Temp tracks can help you and your composer. It is a way to help communicate to the composer the emotions, moods, and feelings you want to convey in a scene. But, there are some dangers to using temp music. You will spend a lot of time editing your film, and if you have injected a temporary music track into your film, you might start to really “love” it. In fact, this is a well-known phenomenon called “temp love”. Instead of allowing your composer to fit the music to action in a scene, you might even edit your scenes to fit the temp music!
So, a good practice is to find music tracks that portray the emotions and atmosphere you need for each scene, but not necessarily the same duration that you require. Let your composer know the start and end points of the music cues that you need for each scene.

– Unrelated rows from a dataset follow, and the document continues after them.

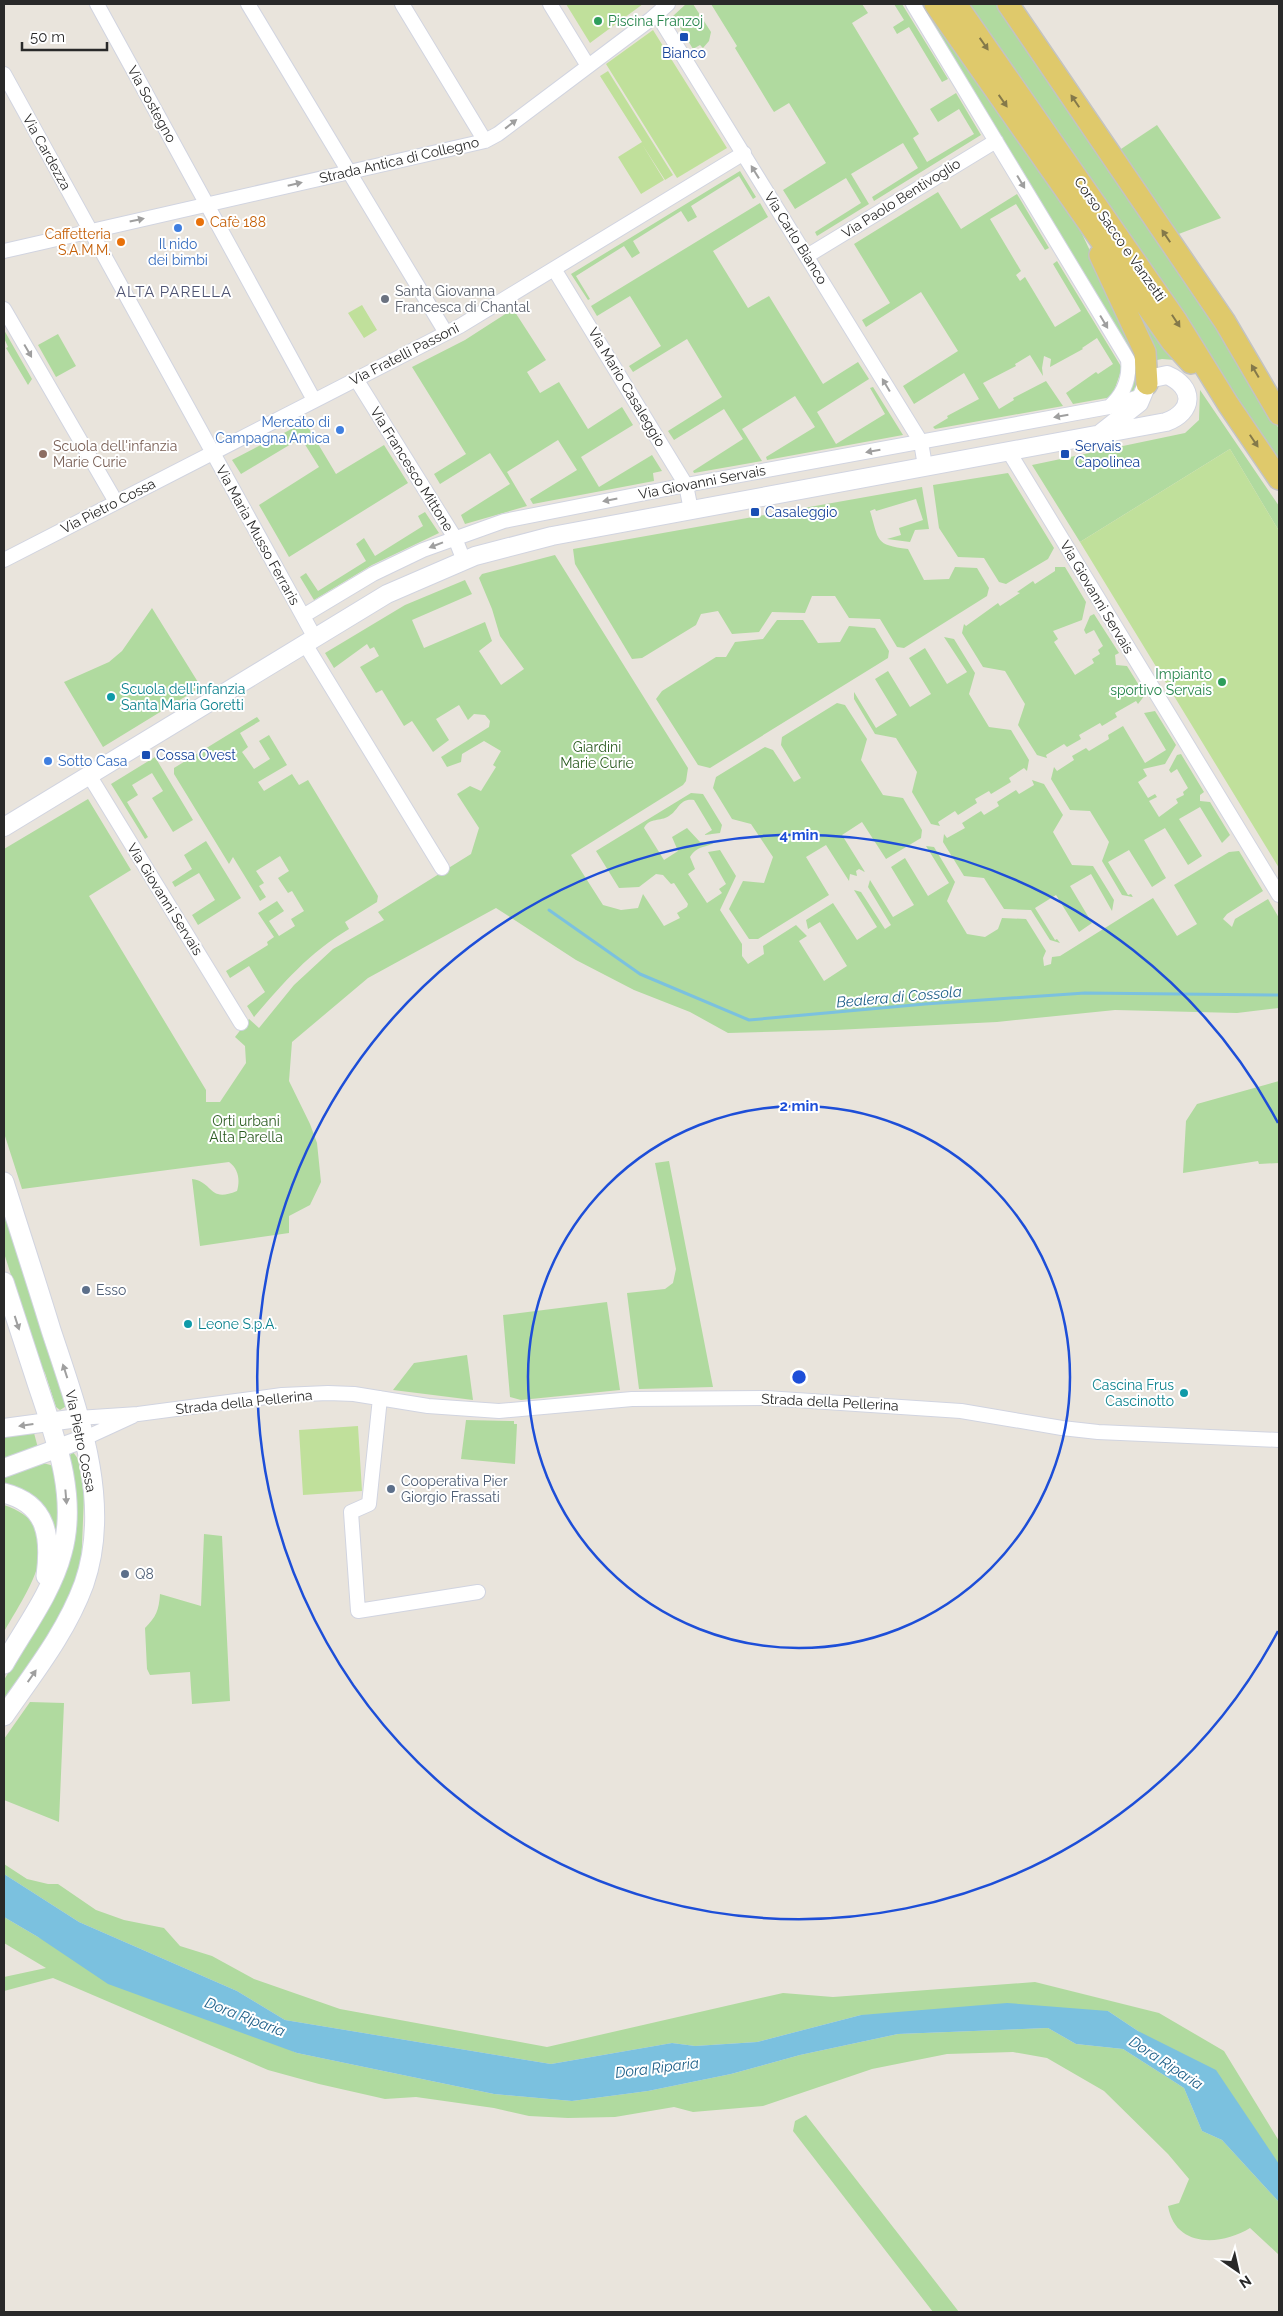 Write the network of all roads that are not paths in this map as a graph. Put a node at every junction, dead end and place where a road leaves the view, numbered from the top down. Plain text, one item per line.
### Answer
1 (97, 4) edge
2 (248, 4) edge
3 (402, 4) edge
4 (550, 4) edge
5 (668, 4) edge
6 (913, 4) edge
7 (935, 4) edge
8 (956, 4) edge
9 (1008, 4) edge
10 (658, 14) junction
11 (588, 66) junction
12 (4, 74) edge
13 (485, 141) junction
14 (996, 141) junction
15 (744, 153) junction
16 (348, 172) junction
17 (208, 205) junction
18 (1080, 211) junction
19 (91, 231) junction
20 (4, 251) edge
21 (807, 256) junction
22 (554, 269) junction
23 (4, 309) edge
24 (446, 333) junction
25 (356, 379) junction
26 (1143, 394) junction
27 (314, 400) junction
28 (1228, 404) junction
29 (1109, 408) junction
30 (1279, 414) edge
31 (1166, 422) junction
32 (1101, 433) junction
33 (921, 442) junction
34 (1009, 452) junction
35 (213, 453) junction
36 (925, 466) junction
37 (1279, 479) edge
38 (686, 485) junction
39 (116, 502) junction
40 (691, 510) junction
41 (455, 538) junction
42 (4, 560) edge
43 (464, 561) junction
44 (303, 616) junction
45 (310, 641) junction
46 (89, 775) junction
47 (4, 827) edge
48 (442, 868) dead end
49 (1279, 895) edge
50 (241, 1023) dead end
51 (4, 1182) edge
52 (4, 1282) edge
53 (380, 1398) junction
54 (138, 1414) junction
55 (78, 1418) junction
56 (49, 1422) junction
57 (4, 1428) edge
58 (84, 1439) junction
59 (1279, 1440) edge
60 (58, 1449) junction
61 (4, 1468) edge
62 (4, 1493) edge
63 (478, 1592) dead end
64 (43, 1597) junction
65 (4, 1664) edge
66 (4, 1716) edge

1 - 17 street, Via Sostegno
2 - 16 street
3 - 13 street
4 - 11 street
5 - 10 street, Strada Antica di Collegno
6 - 14 street
7 -> 18 main road
8 -> 28 main road, Corso Sacco e Vanzetti
30 -> 9 main road
10 - 11 street, Strada Antica di Collegno
10 - 15 street, Via Carlo Bianco
13 -> 11 street, Strada Antica di Collegno
12 - 19 street, Via Cardezza
13 - 16 street, Strada Antica di Collegno
14 - 21 street, Via Paolo Bentivoglio
14 -> 29 street
21 -> 15 street, Via Carlo Bianco
15 - 22 street, Via Fratelli Passoni
17 -> 16 street, Strada Antica di Collegno
16 - 24 street
19 -> 17 street, Strada Antica di Collegno
17 - 27 street
18 - 26 main road
18 - 28 main road
19 - 20 street, Strada Antica di Collegno
19 - 35 street
33 -> 21 street, Via Carlo Bianco
22 - 24 street, Via Fratelli Passoni
22 - 38 street, Via Mario Casaleggio
23 -> 39 street
24 - 25 street, Via Fratelli Passoni
25 - 27 street, Via Fratelli Passoni
25 - 41 street, Via Francesco Mittone
26 - 29 street, Via Giovanni Servais
26 - 31 street
26 - 31 street, Via Giovanni Servais
26 - 32 street, Via Giovanni Servais
27 - 35 street, Via Fratelli Passoni
28 -> 37 main road, Corso Sacco e Vanzetti
29 -> 33 street, Via Giovanni Servais
31 - 32 street, Via Giovanni Servais
32 - 34 street, Via Giovanni Servais
33 - 36 street, Via Carlo Bianco
33 -> 38 street, Via Giovanni Servais
34 - 36 street, Via Giovanni Servais
34 - 49 street, Via Giovanni Servais
35 - 39 street, Via Pietro Cossa
35 - 44 street, Via Maria Musso Ferraris
36 - 40 street, Via Giovanni Servais
38 - 40 street, Via Mario Casaleggio
38 -> 41 street, Via Giovanni Servais
39 - 42 street, Via Pietro Cossa
40 - 43 street, Via Giovanni Servais
41 - 43 street, Via Francesco Mittone
41 -> 44 street, Via Giovanni Servais
43 - 45 street, Via Giovanni Servais
44 - 45 street
45 - 46 street, Via Giovanni Servais
45 - 48 street
46 - 47 street, Via Giovanni Servais
46 - 50 street, Via Giovanni Servais
55 -> 51 main road, Via Pietro Cossa
52 -> 56 main road, Via Pietro Cossa
53 - 54 street, Strada della Pellerina
53 - 59 street, Strada della Pellerina
53 - 63 street
54 - 55 street, Strada della Pellerina
54 - 58 street, Strada della Pellerina
55 - 56 street
55 - 58 main road, Via Pietro Cossa
56 -> 57 street
56 - 60 main road, Via Pietro Cossa
58 - 60 street
66 -> 58 main road, Via Pietro Cossa
60 - 61 street
60 -> 64 main road, Via Pietro Cossa
62 - 64 main road
64 - 65 main road, Via Pietro Cossa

Oh, and one more thing. It is sometimes suggested that you use a temp track that is the worst production quality, as long as it portrays the emotions you are going for. If the production quality is very high, then you might be setting yourself up for disappointment.

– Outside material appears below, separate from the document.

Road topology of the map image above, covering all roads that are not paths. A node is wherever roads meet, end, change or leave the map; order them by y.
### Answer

What should I send to the composer?
Send a picture-locked version of the film. It should be complete, in the sense that it contains all the dialog, title screen, credits, and so on. If there is diegetic music from some other source, then it should be included as well. Diegetic means that the music can be heard by the characters in the film–for example, from a radio or TV, or from a band on a stage. You may already have this music prepared, or you might ask your composer to produce it.
If you have temp music, it should be supplied separately from the primary version of the film. It can be supplied as a separate audio file or in a separate video file. Sometimes people like to put the dialog in one stereo channel, and the temp music in the other channel, so that the composer can switch between the versions as needed. (Personally, I don’t like this approach.)
I just received the first music cue from my composer. What should I do with it?
First, synchronize the music cue with your film, and watch it. The music may be too loud–composers love their music, and it’s a common thing. Simply set the volume of the music track to where you want it to be. Dialog, of course, should always be plainly heard, and no music or sound effects should interfere with it. And, ask yourself if the dialog is clearly intelligible even without music or sound effects. Often I have heard dialog that is difficult to understand, for a multitude of reasons; It’s not loud enough, or too much background noise, or simply actors not annunciating very well.
Let it sit in your mind overnight. Don’t make a premature judgment. Maybe it’s not what you had in mind at all–maybe it’s better.
What should I do if I don’t like a music cue from the composer?
Perhaps, after sitting overnight and watching the film again, you still don’t like it. That shouldn’t be a problem. Think about what emotion is lacking, or maybe is too strong. Convey to your composer your reaction in terms of emotions. Unless you are a musician yourself, don’t try to use musical terms, because they might just confuse the composer. I’ve heard of stories, for example, “I don’t like how the oboe comes in there with the tremolo.” And the composer wonders, “But, there is no oboe in the score–and no instrument is performing a tremolo.”
Instead, talk to your composer, just as if he/she is an actor. What do you want emphasized? Are there certain events (or hits) that you do or do not want synchronized with the music? What emotion is not coming through? What do you want the viewer to feel at this point, or what do you want the viewer to know–or not know–that might not be apparent on the screen?
Yes, you can ask for revisions. The number of revisions should be limited to two, or at the very most, to three. If the composer is just not giving you what you want–you want classical and you are getting rock–then this is not the composer for you. Find an alternative.